Mr. Schiff did not subpoena Mr. Solomon directly, and his staff seems to believe that this settles the matter. But it should not. Mr. Schiff has effectively punished a reporter for reporting. And punishments that might be levied for errors in reporting and for apparent partisan bias should never come from the government. Journalists who don’t object to this investigative practice will conspire to make it much easier for future entities in government to harass reporters who are pursuing the truth.
It pains me to see some of our most respected advocates for press freedom default to the view that Congress’s procedures were duly followed and, while there may be some ickiness in the air, Republicans who have complained about Mr. Schiff’s methods have no right to complain about intrusive government. This argument does not track, though, especially during a week when the Justice Department’s inspector general revealed serious and potentially material deficiencies in the F.B.I.’s application to renew a Foreign Intelligence Surveillance Act order against Carter Page, a low-level Trump foreign policy aide whom the F.B.I. suspected might have a been a conduit for the Russian government to control or influence the Trump campaign. (There is no evidence that Mr. Page, a serial entrepreneur with some dubious friends, served in this role.)

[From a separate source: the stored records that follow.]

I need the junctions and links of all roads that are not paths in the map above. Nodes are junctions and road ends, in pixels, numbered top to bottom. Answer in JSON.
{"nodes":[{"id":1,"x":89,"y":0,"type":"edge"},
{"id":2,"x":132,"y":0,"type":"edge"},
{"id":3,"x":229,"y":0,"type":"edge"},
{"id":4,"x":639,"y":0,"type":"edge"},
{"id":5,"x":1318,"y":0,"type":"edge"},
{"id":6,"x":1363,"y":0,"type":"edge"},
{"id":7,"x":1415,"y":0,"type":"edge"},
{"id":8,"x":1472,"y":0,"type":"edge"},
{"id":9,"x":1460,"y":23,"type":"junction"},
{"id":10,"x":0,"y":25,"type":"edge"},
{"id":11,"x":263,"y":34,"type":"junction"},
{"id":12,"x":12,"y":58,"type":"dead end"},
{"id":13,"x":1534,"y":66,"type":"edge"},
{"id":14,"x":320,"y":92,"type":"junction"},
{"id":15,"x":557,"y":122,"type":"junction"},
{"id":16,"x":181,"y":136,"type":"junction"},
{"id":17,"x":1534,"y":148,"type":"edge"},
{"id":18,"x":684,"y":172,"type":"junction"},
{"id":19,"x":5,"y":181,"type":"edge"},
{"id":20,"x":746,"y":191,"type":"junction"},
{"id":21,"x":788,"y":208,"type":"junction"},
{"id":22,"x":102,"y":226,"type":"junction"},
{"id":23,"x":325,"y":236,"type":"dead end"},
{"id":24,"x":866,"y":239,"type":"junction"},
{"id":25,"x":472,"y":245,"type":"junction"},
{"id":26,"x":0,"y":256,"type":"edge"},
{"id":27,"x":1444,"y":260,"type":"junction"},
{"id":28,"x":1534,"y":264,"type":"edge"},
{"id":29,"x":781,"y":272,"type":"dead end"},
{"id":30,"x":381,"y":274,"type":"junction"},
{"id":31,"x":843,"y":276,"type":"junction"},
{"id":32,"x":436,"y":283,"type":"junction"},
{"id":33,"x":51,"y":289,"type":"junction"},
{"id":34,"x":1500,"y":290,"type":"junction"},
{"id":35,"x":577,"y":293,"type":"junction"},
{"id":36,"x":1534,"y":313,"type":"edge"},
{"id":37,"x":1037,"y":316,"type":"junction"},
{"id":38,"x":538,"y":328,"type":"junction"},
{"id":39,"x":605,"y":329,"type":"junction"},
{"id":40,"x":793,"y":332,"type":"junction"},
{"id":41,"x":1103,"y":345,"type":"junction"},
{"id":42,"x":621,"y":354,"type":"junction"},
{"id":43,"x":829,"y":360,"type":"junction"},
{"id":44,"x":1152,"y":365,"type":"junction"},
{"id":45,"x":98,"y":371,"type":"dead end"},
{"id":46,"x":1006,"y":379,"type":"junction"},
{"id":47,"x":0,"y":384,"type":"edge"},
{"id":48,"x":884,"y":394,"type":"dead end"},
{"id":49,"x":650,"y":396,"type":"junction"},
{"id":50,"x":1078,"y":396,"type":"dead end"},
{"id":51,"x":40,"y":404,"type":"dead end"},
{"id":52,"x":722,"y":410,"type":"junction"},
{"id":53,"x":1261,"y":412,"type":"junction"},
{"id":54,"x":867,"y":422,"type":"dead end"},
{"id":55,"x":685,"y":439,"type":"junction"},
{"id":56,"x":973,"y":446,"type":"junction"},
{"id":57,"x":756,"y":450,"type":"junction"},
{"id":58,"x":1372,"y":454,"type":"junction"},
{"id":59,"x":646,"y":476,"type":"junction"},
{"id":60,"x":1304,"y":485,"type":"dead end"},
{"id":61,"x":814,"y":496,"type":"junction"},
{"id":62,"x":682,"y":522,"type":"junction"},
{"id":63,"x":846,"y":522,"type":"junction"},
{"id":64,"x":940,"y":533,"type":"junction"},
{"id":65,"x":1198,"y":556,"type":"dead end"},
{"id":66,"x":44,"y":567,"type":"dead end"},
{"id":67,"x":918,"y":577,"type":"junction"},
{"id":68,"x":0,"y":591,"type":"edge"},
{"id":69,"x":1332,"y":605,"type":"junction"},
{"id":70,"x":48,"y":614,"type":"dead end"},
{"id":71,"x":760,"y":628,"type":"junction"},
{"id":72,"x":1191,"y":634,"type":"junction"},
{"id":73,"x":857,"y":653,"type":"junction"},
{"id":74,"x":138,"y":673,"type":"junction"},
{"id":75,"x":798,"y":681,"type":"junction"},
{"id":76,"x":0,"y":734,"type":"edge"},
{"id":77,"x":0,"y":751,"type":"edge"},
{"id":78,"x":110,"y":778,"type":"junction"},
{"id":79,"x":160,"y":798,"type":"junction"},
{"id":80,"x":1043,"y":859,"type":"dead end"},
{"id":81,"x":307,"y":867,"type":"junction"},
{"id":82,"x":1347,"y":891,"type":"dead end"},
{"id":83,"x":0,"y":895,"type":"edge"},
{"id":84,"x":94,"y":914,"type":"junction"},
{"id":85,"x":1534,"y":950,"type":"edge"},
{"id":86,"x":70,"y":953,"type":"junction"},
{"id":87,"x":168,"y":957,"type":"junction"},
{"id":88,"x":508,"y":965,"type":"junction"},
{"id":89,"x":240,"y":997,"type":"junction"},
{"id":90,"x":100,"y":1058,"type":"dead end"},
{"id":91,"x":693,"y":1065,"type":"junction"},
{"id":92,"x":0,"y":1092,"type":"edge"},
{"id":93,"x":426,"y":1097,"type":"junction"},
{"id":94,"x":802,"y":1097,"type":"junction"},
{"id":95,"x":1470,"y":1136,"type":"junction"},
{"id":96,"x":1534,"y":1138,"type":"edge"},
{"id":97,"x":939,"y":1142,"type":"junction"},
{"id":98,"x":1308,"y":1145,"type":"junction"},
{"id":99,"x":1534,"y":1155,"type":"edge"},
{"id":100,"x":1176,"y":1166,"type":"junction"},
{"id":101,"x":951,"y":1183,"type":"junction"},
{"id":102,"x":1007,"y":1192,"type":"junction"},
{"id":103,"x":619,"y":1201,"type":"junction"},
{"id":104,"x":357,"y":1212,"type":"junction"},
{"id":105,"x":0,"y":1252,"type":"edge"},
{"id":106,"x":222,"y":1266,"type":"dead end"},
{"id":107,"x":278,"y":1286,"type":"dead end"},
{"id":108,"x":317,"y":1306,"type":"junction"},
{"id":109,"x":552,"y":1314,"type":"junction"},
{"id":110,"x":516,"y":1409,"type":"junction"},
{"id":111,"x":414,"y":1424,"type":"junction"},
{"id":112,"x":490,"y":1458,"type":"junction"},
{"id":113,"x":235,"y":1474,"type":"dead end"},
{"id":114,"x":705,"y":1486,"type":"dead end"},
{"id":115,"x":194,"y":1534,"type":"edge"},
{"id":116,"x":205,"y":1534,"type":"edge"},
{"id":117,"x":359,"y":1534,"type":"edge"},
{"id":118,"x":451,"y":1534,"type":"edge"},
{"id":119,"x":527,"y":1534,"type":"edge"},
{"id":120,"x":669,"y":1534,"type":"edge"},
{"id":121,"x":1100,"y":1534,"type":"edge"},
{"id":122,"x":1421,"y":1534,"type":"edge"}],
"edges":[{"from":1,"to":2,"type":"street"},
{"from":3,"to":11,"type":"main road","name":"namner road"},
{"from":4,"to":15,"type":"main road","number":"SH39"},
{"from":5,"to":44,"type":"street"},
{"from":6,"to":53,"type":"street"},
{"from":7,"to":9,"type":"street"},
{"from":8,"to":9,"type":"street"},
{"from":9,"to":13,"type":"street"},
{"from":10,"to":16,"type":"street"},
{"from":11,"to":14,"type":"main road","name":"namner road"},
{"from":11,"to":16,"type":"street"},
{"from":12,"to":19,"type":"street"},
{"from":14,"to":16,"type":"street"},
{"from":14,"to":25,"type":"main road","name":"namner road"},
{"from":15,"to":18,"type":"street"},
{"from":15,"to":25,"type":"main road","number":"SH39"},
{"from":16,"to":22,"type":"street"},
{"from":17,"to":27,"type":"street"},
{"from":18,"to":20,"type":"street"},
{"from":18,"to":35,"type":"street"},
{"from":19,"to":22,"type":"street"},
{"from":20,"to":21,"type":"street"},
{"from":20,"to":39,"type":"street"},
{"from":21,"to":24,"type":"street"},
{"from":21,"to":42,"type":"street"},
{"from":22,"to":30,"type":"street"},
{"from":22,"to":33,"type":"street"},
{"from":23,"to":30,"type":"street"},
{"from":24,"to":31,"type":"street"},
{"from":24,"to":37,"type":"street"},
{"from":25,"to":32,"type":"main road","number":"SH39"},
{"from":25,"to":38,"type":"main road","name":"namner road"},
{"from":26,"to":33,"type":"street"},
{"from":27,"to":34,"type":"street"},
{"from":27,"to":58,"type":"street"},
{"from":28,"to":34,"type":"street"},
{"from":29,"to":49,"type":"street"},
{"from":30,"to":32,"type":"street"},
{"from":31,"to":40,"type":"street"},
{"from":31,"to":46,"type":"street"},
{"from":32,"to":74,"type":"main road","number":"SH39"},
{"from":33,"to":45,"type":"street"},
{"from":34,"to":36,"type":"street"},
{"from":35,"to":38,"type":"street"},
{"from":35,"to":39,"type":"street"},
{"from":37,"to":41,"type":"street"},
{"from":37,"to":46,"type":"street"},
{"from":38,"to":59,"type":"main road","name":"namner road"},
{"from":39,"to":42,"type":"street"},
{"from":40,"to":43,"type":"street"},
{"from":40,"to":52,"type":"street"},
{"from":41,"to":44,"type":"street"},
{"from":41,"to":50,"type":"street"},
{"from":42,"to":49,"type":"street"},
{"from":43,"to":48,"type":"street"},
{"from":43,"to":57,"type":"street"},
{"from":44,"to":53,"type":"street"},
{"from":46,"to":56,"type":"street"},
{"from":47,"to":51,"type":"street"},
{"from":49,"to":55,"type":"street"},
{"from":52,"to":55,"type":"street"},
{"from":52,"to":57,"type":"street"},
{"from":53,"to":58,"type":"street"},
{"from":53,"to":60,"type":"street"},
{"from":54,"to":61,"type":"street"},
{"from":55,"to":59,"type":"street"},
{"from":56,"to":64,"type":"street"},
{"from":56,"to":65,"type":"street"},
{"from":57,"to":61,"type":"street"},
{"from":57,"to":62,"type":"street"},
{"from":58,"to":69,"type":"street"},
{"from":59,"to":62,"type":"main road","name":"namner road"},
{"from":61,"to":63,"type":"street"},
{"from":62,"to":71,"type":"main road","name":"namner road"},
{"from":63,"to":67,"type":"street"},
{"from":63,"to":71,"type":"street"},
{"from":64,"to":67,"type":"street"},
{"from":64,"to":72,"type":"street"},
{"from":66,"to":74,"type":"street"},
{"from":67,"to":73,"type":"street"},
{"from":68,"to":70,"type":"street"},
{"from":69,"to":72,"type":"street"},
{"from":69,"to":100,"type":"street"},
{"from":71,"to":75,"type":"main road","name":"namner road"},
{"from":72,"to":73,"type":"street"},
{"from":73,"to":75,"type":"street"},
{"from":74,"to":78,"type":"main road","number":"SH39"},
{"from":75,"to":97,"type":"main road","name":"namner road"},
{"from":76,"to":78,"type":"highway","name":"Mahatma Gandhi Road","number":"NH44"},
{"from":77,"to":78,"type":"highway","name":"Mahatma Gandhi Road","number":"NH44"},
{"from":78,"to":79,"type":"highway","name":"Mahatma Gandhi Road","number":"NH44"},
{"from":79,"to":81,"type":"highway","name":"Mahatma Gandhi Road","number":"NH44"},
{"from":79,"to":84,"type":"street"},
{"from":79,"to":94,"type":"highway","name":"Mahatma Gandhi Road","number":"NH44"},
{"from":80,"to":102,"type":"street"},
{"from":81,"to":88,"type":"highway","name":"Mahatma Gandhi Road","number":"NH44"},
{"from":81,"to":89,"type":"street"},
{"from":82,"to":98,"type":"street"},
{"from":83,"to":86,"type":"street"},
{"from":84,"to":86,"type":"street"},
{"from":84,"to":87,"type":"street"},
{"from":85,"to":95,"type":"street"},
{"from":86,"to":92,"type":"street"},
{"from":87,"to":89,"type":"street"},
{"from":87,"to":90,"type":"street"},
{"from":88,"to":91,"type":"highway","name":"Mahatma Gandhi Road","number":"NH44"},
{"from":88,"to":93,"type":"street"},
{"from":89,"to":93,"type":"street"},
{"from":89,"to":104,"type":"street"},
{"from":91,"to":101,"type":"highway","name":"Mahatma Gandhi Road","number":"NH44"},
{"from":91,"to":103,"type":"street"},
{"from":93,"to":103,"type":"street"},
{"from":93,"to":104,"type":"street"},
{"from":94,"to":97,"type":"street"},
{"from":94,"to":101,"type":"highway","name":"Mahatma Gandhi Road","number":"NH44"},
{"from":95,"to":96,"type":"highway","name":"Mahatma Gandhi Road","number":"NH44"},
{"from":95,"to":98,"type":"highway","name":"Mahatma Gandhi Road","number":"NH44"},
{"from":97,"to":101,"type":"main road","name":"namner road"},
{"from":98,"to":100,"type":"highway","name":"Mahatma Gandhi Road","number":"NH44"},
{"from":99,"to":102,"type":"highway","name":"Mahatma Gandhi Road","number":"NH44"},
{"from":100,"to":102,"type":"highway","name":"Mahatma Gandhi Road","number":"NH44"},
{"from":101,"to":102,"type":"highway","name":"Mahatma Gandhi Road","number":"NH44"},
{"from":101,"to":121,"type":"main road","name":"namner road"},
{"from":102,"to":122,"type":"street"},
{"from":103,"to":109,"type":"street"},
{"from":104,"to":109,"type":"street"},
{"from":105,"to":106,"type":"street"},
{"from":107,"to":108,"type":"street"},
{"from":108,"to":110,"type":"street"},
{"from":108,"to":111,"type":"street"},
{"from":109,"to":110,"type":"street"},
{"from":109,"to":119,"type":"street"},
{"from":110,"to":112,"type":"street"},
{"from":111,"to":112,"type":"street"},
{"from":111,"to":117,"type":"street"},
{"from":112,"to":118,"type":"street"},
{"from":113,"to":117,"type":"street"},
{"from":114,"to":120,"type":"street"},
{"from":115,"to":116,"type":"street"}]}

Another way to minimize the First Amendment implications of Mr. Schiff’s decision is to note that President Trump represents (and indeed has become) a far worse threat to a free press than any consequence of a procedurally appropriate congressional investigation. I agree with the statement of value: that Mr. Trump has beguiled, bewildered and bullied the press to a point of real danger. Labeling the press the enemy, arguing for looser libel laws, threatening broadcast licenses, gleefully encouraging his followers’ worst assumptions about the role of reporters — all but invites us to consider him a national security threat the way some of his own appointees came to. But Trump being Trump is not an excuse for lowering the threshold for First Amendment vigilance elsewhere. Indeed, we should raise our voices even louder when other institutions of government make public a more casual appreciation of the First Amendment. Making sure that Congress passes rules that limit the use of subpoenas to inspect or reveal reporter-source relationships should be a priority.
Much of what the public knows about President Trump’s conduct in office comes from journalists who have not been cowed by the enormous power wielded by the executive branch and its investigative capabilities. The civic emergency within which we are working will be exacerbated if we excuse or brush off an abuse of power because it supports our side.